§ **TASK INSTRUCTIONS**
Go through the material below and state how many lines include "where", giving the number only.

§ **RECORDS FOR THIS TASK**
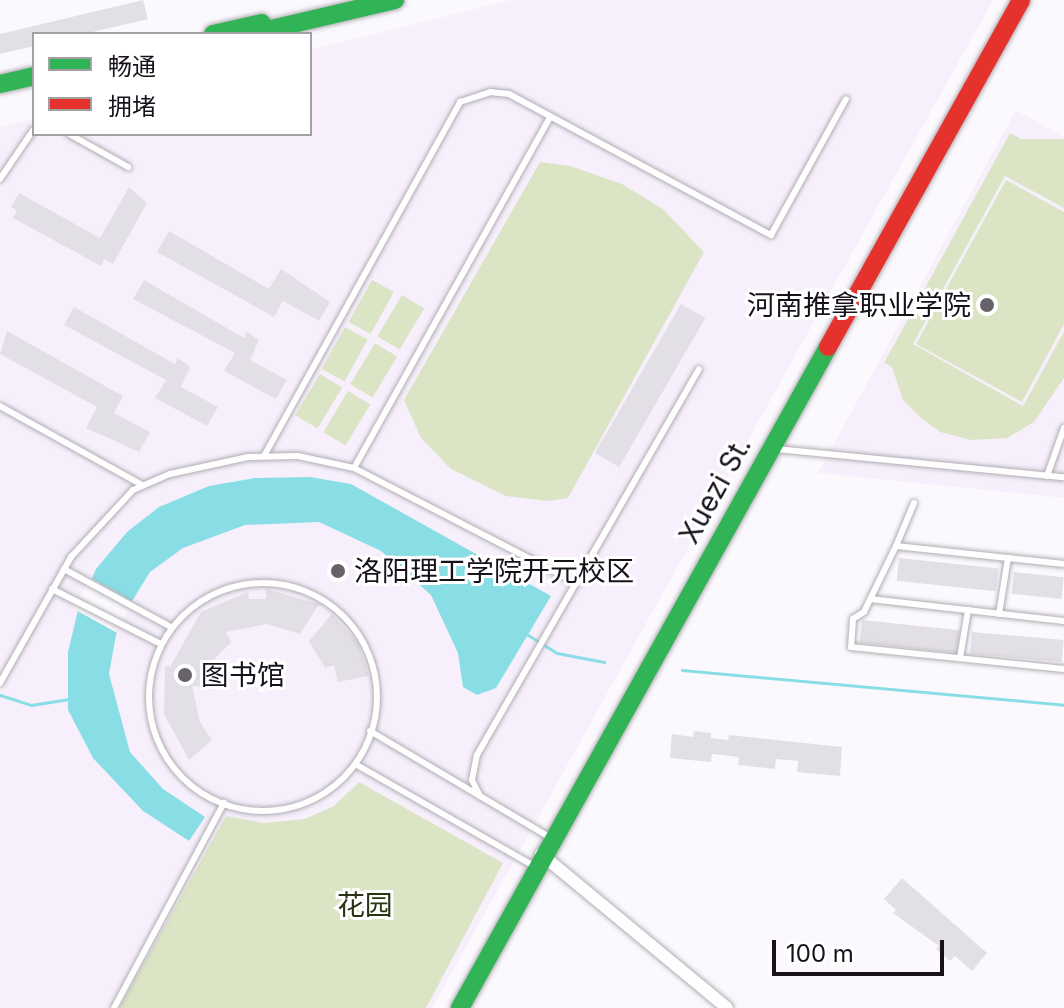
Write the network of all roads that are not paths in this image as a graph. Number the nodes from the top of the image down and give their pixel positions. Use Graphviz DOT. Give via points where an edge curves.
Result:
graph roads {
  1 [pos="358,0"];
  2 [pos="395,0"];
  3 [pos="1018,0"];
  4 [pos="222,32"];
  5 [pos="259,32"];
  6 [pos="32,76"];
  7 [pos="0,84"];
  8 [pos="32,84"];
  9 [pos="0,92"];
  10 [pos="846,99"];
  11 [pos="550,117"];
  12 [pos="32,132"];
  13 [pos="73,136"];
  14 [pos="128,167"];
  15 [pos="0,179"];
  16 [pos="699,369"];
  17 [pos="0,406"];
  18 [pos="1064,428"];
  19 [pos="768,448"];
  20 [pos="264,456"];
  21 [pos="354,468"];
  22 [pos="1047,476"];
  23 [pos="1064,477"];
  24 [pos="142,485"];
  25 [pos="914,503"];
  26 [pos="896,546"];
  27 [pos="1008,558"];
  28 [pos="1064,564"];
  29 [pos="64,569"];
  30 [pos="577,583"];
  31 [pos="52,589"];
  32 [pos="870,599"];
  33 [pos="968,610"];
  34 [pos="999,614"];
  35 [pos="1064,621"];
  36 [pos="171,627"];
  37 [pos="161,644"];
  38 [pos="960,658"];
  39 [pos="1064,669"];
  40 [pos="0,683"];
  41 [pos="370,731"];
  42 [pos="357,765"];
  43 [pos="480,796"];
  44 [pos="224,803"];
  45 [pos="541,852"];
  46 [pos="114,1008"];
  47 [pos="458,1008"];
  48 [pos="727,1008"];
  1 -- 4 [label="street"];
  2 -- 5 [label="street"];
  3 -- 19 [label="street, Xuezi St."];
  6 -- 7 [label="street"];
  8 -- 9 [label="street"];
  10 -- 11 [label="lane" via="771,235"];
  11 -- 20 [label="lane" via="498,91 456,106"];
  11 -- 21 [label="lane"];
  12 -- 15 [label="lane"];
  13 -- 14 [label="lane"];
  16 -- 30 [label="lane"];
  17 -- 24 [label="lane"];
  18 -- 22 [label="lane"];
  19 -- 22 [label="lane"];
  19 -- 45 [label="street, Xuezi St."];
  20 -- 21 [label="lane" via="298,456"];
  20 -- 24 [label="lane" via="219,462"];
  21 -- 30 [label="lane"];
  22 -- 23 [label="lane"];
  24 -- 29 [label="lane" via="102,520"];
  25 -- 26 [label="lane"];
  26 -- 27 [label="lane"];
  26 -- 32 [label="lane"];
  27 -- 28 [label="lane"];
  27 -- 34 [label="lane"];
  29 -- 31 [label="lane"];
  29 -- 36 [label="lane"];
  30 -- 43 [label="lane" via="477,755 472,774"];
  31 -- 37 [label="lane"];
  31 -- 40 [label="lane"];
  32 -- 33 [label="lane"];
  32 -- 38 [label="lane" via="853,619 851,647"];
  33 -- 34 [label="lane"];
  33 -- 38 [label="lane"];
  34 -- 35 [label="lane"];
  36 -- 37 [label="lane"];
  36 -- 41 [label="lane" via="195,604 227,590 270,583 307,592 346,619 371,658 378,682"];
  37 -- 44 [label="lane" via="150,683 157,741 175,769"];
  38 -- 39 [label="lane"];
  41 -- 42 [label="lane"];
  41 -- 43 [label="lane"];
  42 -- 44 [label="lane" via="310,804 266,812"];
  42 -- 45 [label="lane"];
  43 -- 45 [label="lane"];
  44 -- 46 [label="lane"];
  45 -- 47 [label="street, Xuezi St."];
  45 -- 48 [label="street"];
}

--

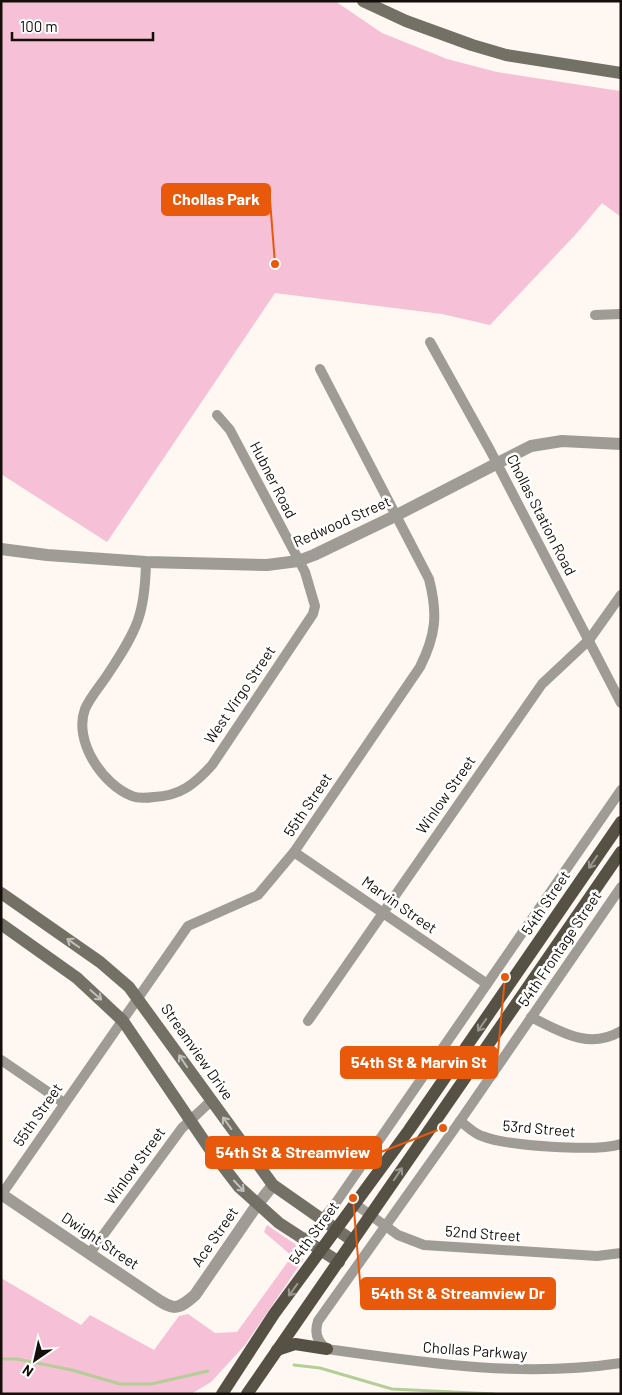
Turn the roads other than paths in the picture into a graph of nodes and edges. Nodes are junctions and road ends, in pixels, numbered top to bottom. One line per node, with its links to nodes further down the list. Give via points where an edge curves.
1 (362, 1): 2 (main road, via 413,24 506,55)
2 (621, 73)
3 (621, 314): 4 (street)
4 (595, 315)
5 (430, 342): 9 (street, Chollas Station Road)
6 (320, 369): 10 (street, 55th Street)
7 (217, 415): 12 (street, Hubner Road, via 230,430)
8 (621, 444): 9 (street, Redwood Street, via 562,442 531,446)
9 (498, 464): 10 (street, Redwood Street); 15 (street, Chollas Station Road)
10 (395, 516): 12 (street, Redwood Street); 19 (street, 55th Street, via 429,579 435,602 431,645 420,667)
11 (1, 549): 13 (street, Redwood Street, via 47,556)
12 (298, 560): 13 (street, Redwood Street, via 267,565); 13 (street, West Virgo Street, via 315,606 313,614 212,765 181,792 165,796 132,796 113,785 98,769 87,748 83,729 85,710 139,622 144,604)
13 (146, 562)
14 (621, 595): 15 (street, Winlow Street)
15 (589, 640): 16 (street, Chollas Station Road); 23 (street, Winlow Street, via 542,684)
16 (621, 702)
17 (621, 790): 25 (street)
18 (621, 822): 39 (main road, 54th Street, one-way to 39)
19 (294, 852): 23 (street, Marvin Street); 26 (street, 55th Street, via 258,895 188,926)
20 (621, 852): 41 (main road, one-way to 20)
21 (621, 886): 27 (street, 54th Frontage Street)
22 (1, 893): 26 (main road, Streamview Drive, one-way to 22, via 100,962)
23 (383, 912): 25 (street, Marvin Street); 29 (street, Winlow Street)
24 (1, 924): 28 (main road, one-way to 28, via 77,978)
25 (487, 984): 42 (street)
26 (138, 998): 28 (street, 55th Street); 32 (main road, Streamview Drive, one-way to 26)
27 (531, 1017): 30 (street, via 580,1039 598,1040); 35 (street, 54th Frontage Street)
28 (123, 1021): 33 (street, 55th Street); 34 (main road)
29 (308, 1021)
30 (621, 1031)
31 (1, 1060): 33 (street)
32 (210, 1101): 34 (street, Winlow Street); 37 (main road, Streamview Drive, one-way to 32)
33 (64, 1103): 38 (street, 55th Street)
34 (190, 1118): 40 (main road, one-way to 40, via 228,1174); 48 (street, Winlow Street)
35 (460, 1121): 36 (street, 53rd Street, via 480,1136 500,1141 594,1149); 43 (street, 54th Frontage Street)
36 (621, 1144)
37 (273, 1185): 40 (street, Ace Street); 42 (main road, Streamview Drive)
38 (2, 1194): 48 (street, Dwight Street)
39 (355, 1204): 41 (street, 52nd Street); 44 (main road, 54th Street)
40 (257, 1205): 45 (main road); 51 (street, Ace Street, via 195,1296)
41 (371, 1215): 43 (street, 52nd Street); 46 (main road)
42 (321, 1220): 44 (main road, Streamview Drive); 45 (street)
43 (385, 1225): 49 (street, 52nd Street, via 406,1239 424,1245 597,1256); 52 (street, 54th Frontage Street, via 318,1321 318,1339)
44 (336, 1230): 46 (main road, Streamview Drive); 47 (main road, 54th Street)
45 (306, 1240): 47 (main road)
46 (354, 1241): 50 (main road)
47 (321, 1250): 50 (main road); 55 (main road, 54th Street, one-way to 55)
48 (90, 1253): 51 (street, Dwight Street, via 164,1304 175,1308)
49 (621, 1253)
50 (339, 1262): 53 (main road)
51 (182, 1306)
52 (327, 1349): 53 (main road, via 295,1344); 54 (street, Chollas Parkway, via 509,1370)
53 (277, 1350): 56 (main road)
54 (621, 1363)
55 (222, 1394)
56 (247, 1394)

§ **EXERCISE RESULT**
2